- About this task
Each line in the listing below that includes "nodes" should be counted; give the total and nothing more.

======== Input data ========

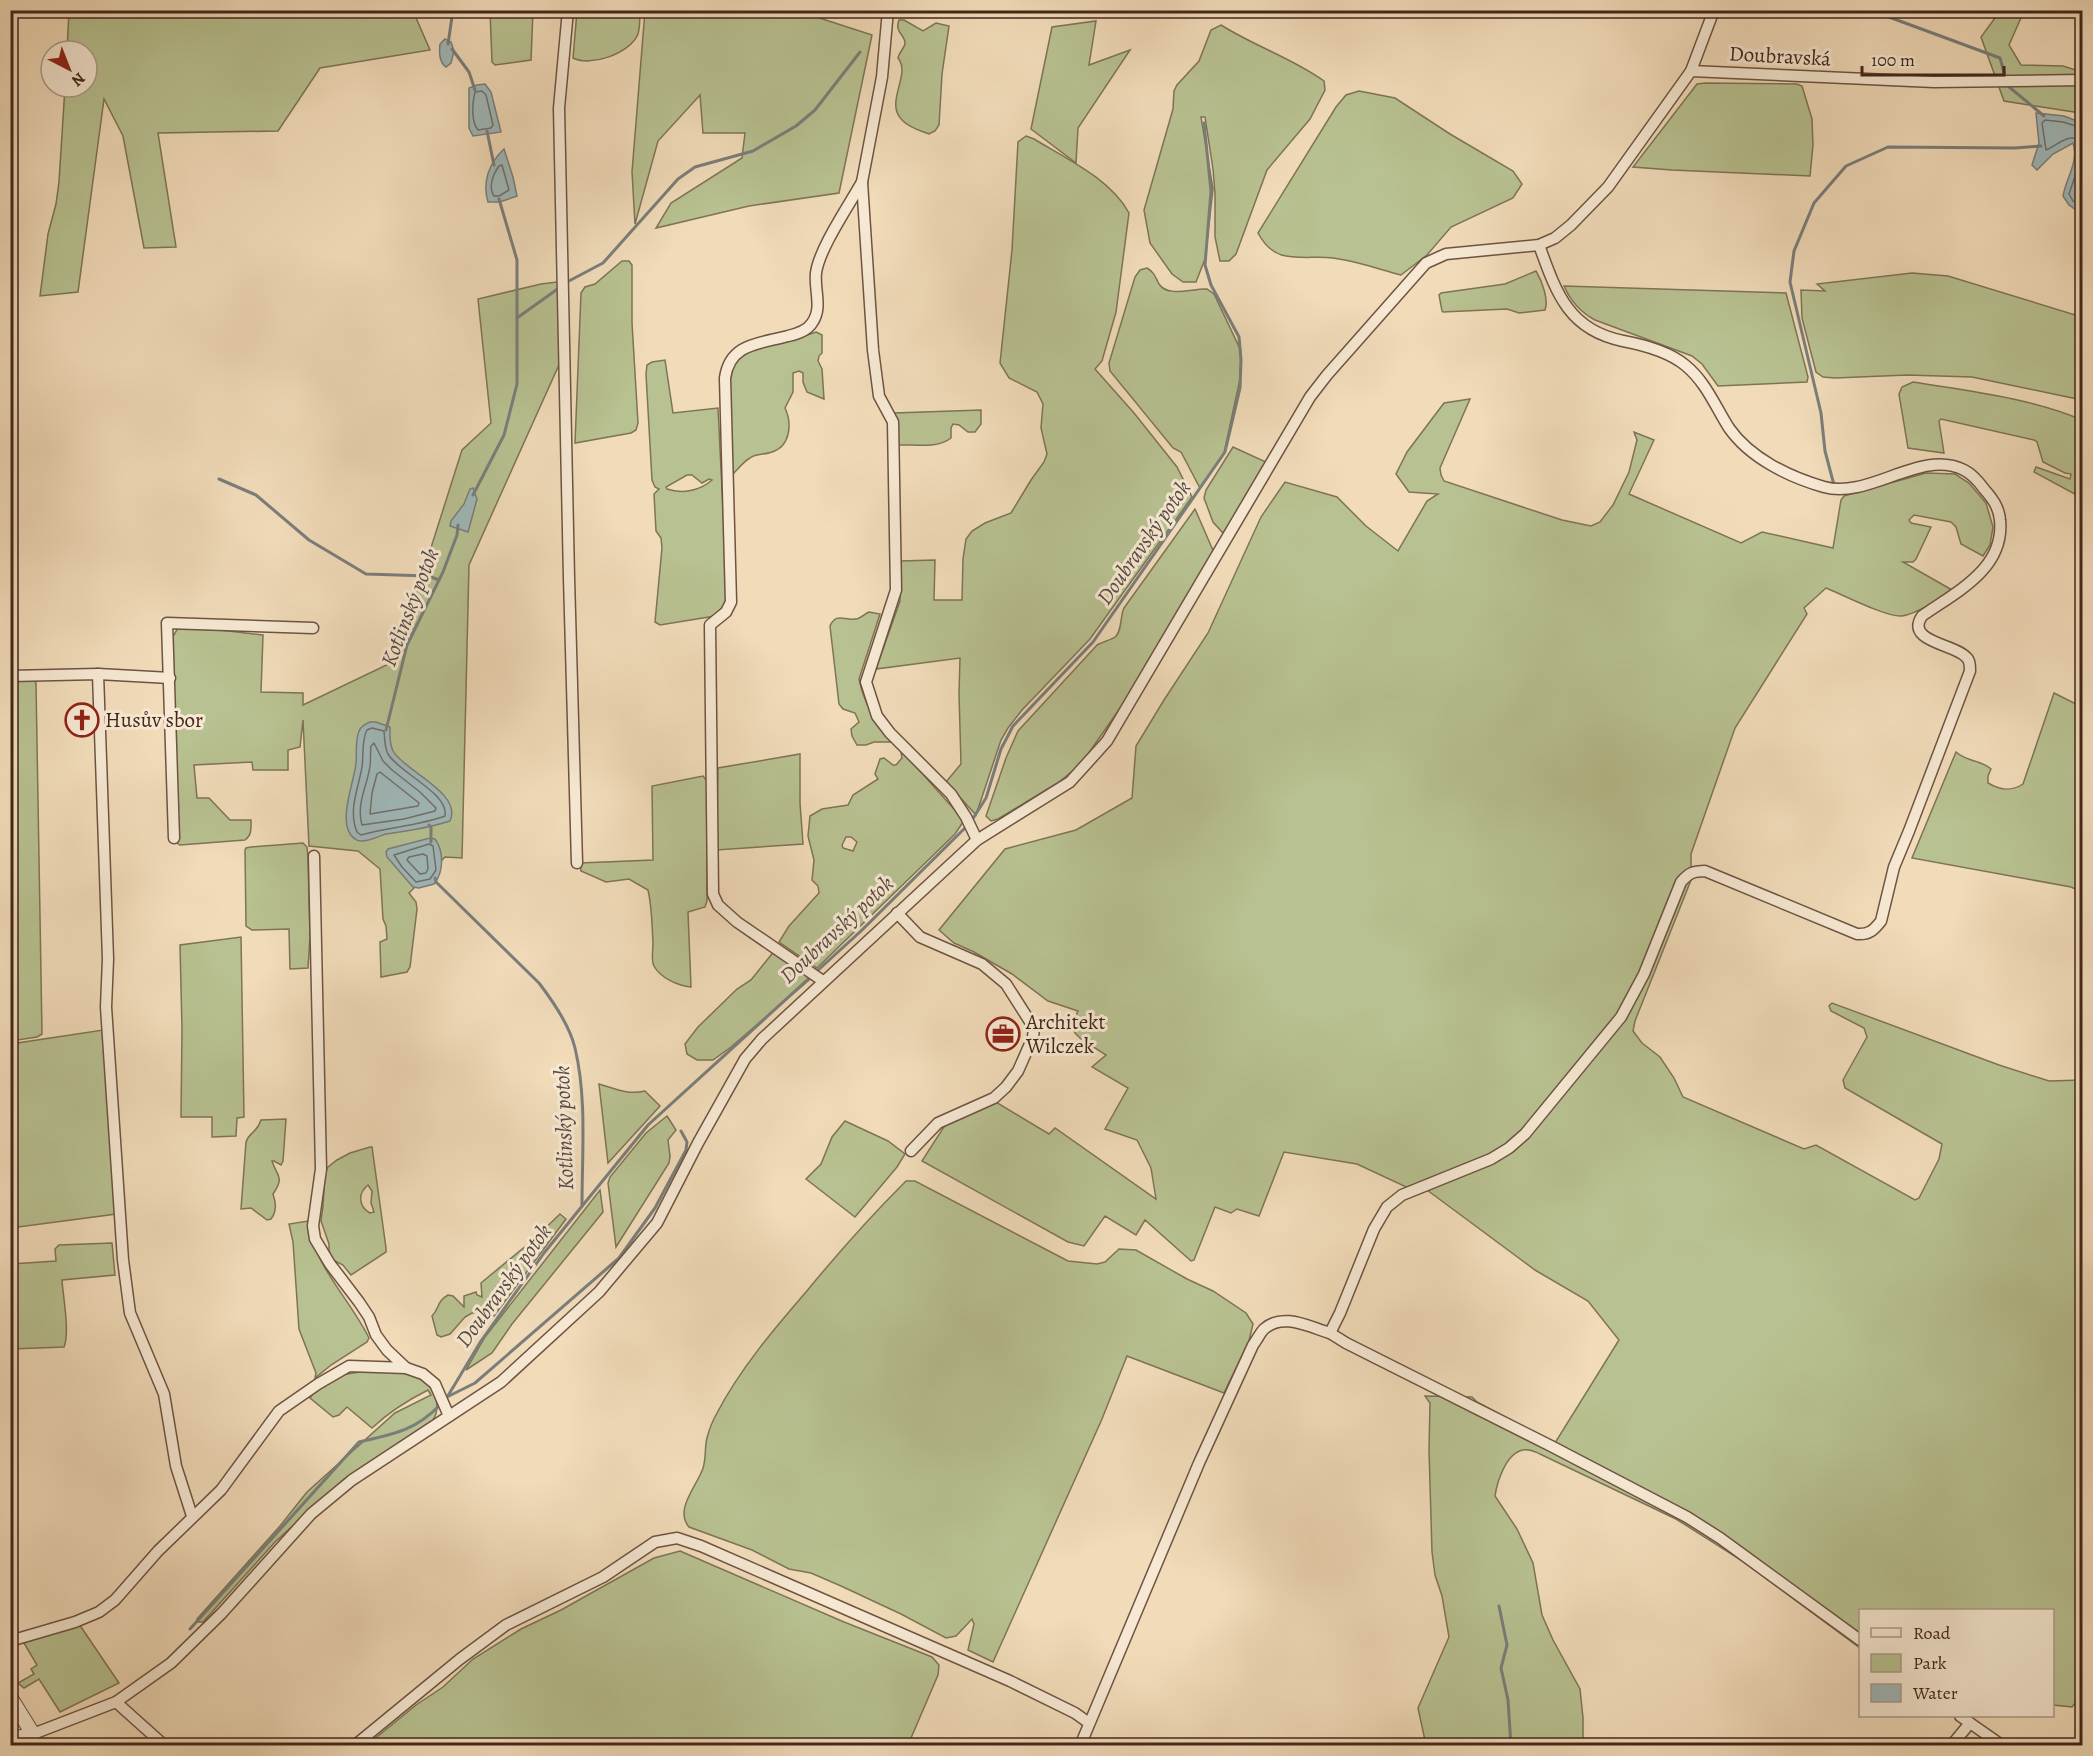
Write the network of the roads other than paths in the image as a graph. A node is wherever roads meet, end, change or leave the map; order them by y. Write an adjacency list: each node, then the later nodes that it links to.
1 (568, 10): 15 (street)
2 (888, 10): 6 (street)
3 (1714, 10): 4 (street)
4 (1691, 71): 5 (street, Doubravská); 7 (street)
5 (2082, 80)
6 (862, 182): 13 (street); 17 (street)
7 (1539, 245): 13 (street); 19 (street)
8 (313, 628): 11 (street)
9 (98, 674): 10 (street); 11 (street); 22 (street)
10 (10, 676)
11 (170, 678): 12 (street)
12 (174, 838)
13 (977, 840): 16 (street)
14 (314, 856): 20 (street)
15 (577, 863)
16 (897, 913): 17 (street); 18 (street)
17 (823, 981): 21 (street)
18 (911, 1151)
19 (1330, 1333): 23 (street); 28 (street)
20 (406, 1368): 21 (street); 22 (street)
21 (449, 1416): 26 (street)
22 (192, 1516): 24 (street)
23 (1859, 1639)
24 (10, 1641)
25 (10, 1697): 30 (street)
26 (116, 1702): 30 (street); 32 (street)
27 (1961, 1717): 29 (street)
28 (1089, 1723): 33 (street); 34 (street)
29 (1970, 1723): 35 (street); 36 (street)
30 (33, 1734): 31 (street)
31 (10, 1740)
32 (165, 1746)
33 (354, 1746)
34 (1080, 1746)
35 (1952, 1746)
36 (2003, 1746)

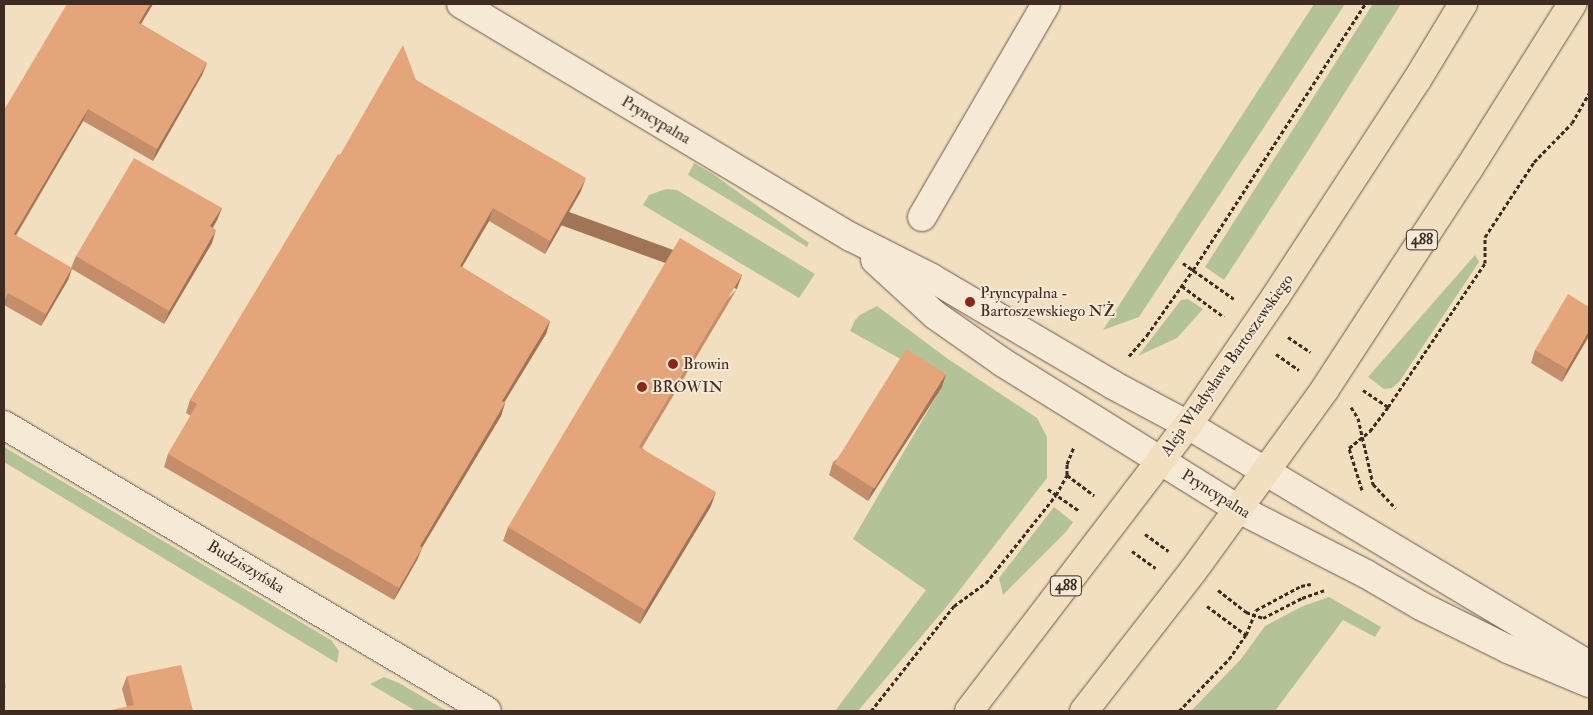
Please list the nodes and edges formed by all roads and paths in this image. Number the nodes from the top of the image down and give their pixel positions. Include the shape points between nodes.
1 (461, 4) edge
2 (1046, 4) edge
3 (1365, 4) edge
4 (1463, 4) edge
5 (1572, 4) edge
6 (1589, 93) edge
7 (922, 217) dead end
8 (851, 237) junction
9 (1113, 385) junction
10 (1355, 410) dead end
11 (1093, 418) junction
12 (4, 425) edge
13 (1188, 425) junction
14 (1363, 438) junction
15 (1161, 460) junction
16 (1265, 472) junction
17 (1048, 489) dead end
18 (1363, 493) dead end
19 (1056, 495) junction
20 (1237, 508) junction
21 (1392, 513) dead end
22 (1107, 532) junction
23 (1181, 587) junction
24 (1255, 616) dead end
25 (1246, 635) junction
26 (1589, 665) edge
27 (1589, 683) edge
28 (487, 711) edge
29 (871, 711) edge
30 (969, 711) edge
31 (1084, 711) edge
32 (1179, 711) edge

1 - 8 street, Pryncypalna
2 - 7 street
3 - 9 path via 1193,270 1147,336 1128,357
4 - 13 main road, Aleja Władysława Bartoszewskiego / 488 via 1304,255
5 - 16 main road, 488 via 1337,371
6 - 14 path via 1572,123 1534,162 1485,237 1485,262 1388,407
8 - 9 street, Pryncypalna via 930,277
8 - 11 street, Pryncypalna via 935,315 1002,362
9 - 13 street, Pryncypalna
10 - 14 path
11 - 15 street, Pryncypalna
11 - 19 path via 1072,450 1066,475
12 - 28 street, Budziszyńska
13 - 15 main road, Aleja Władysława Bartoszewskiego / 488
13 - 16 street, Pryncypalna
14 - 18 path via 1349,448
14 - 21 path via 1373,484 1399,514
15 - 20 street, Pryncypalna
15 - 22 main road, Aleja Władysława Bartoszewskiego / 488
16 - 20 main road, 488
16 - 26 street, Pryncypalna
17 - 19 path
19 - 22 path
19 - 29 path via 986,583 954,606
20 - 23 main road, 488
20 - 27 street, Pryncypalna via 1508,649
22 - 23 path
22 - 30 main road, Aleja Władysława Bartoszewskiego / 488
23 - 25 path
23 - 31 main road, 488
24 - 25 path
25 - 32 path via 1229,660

========

- Answer box
2